Wohlauf - auch in Wohlau

Walter Schmidt über die 1848er Revolution in der schlesischen Provinz

  • Kurt Wernicke
  • Lesedauer: 3 Min.

In seiner Reihe »Silesia. Schlesien im europäischen Bezugsfeld (Quellen und Dokumente)« aus der Feder deutscher und polnischer Autoren hat der Berliner Trafo Verlag nun bereits den 17. Band vergelegt. Und zum dritten Mal präsentiert sich Walter Schmidt in dieser Reihe. Nach der zweibändigen Pu-blikation »Bewegungen und Protagonisten der schlesischen Demokratie im Umfeld von 1848« (zusammen mit dem 2007 verstorbenen Historiker Helmut Bleiber) und dem ebenfalls zweibändigen Titel »Die schlesische Demokratie von 1848/49. Geschichte und Akteure« handelt es sich bei dieser Neuerscheinung um keine voluminöse Übersicht. Der gebürtige Schlesier präsentiert eine lokalgeschichtliche Studie zum konkreten Widerhall von Vorgängen auf der gesamtdeutschen politischen Bühne im mittelschlesischen Kreis Wohlau.

Als Quellenbasis dienen ihm die Jahrgänge 1848/49 der Lokalzeitung »Schlesischer Kreisbote«, die ihm freundlichst die Universitätsbi-bliothek Wroclaw zugänglich gemacht hatte. Das bis zum März 1848 unbedeutende Blatt, das noch im sogenannten Vormärz zaghafte »belehrende« Beiträge publiziert hatte, profilierte sich nach den Barrikadenkämpfen in Berlin am 18. März 1848 zusehends zu einem politischen Organ. Es reflektierte die eminente Politisierung eines beträchtlichen Teils der Bevölkerung. Diese schlug sich nach Aufflammen spontaner Unruhen auf dem flachen Land nach dem Vorbild der Geschehnisse in der preußischen Hauptstadt dann im Vorfeld der Wahlen zu der Berliner Konstituierenden Versammlung und der Frankfurter Nationalversammlung in Meetings, Debatten, Resolutionen und Vereinsgründungen nieder. Zu den prominentesten politischen Aktivisten des Kreises gehörten der Wohlauer Gerichtspräsident Eduard Göppert, der Riemberger Pastor Friedrich Wilhelm Müller und der Dyhrenfurter jüdische Arzt Hermann Wollheim. Die Behörden aller Ebenen konzentrierten sogleich alle Energien darauf, die losgebrochene Bewegung in »geordnete Bahnen« zu kanalisieren und die gegen die alte Ordnung gerichteten »Aufreizungen« und »Exzesse« als Teufelswerk zu brandmarken. Daraufhin konstituierte sich Mitte Mai 1848 auch in Wohlau ein »Politischer Verein«. Er bekannte sich zur konstitutionellen Monarchie und zu deren als unabdingbar angesehenen Fundamenten Freiheit und Gerechtigkeit. Zugleich definierte er sich als eine Institution für allgemeine Bildung. Der enge Kontakt mit den Abgeordneten des Kreises, die in Berlin und in der Frankfurter Paulskirche um eine volksnahe Verfassung rangen, so mit dem Landpfarrer Müller in Berlin und dem Breslauer Juristen Simon in Frankfurt am Main, sollte sein Profil als ein Organ der demokratischen Linken bestimmen.

Die im »Kreisboten« abgedruckten Berichte über die Aktivitäten des »Politischen Vereins« gestatteten es Schmidt einen lebendigen Eindruck vom politischen Leben eines schlesischen Landkreises im Revolutionsjahr 1848/49 zu vermitteln.
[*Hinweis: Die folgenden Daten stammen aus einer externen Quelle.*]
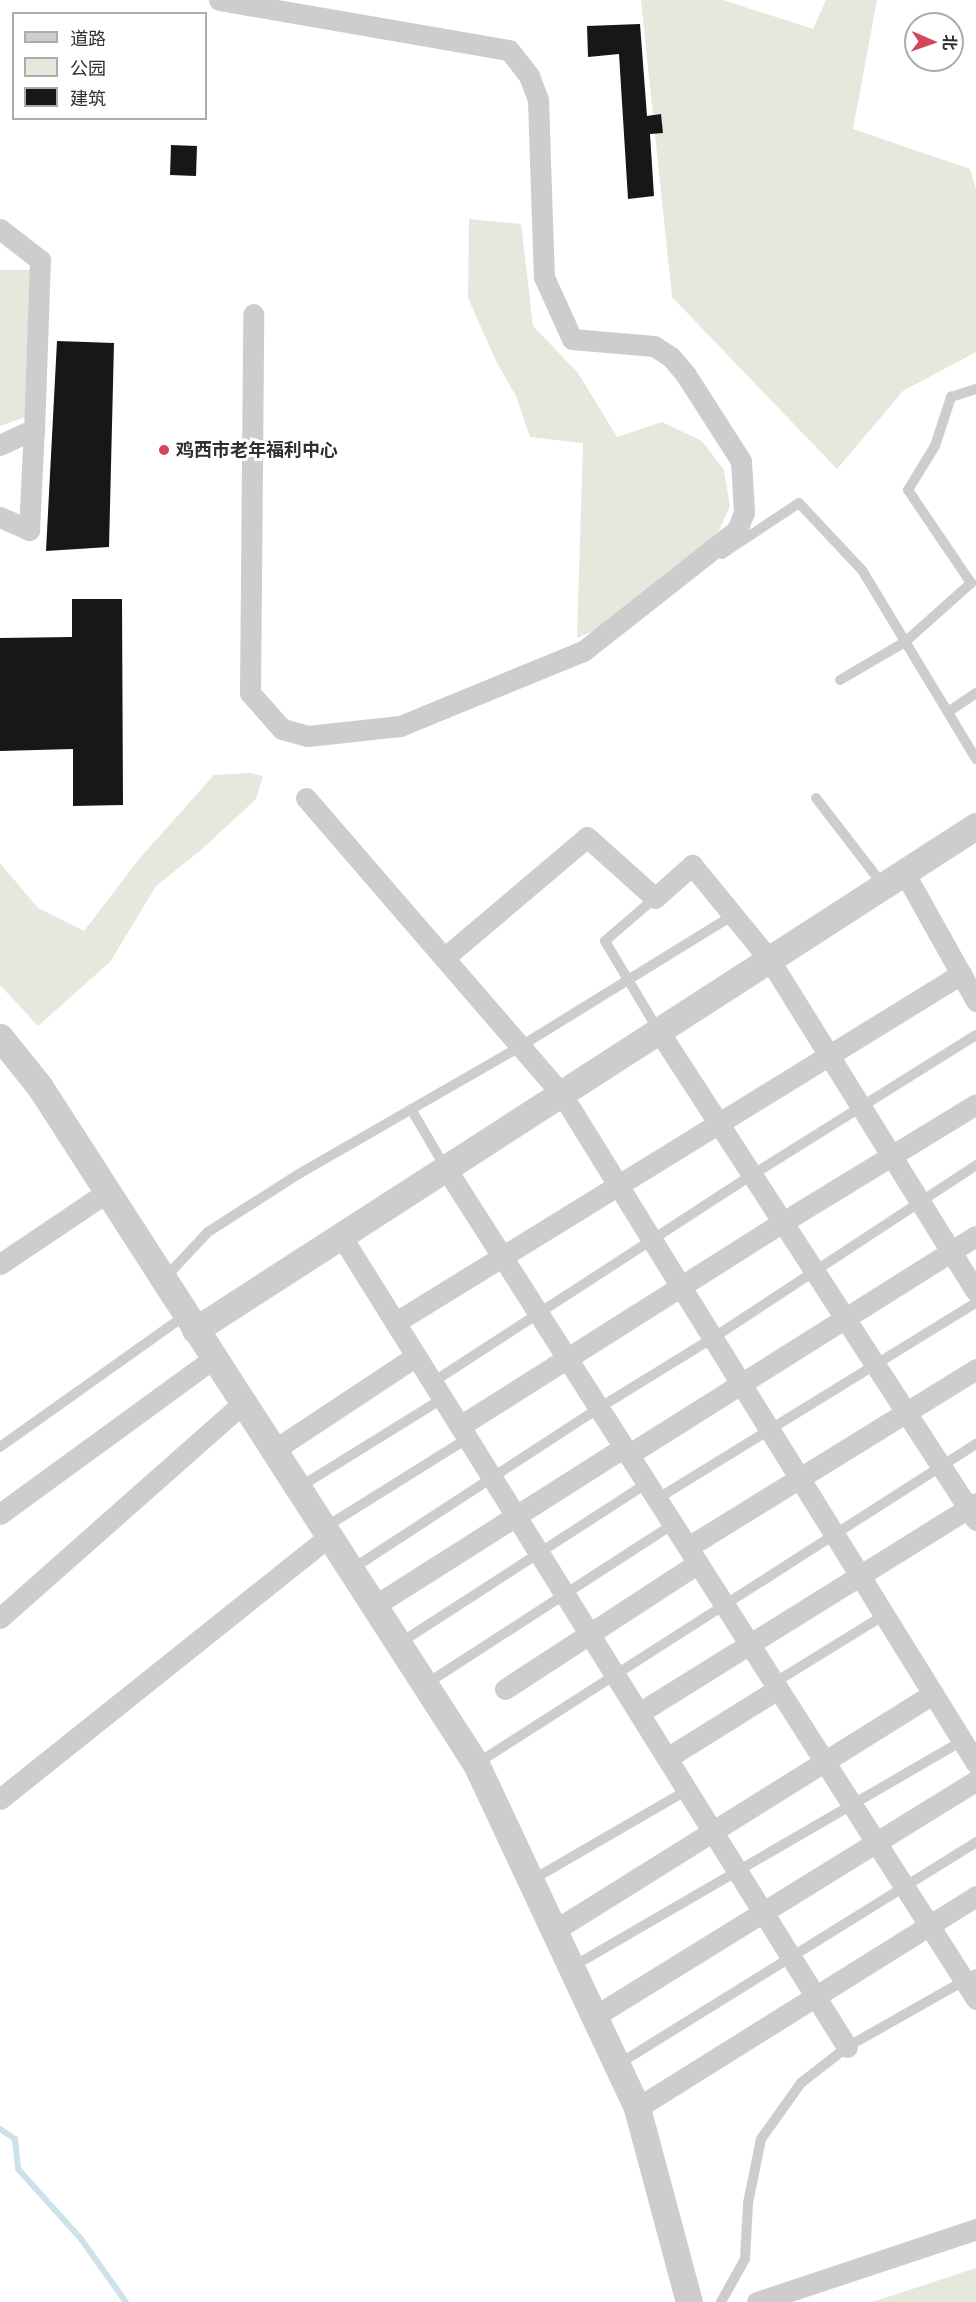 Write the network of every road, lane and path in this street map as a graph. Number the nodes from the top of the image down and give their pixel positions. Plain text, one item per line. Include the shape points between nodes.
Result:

Anders als an den Schwerpunkten des Geschehens - Frankfurt, Wien, Berlin, Köln und Breslau - erwies sich in der Provinz der gemeinsame Stolz auf die revolutionäre Errungenschaft »Volksvertretung« noch über eine längere Zeit als einigendes Band für die auf Veränderung setzenden Kräfte. Dieses Phänomen wurde von Historikern zumeist vernachlässigt. Der Schritt für Schritt vollzogene Abbau der auf den Barrikaden erkämpften »Märzerrungenschaften« bescherte dann jedoch auch in Wohlau allen Illusionen ein Ende. Der »Politische Verein« stellte seine Tätigkeit ein, und der »Kreisbote« wandte sich wieder unverfänglichen Themen zu.

Walter Schmidt: Wohlau 1848/49. Eine schlesische Kreisstadt in der Revolution. Trafo Verlag, 184 S., br., 22,80 €.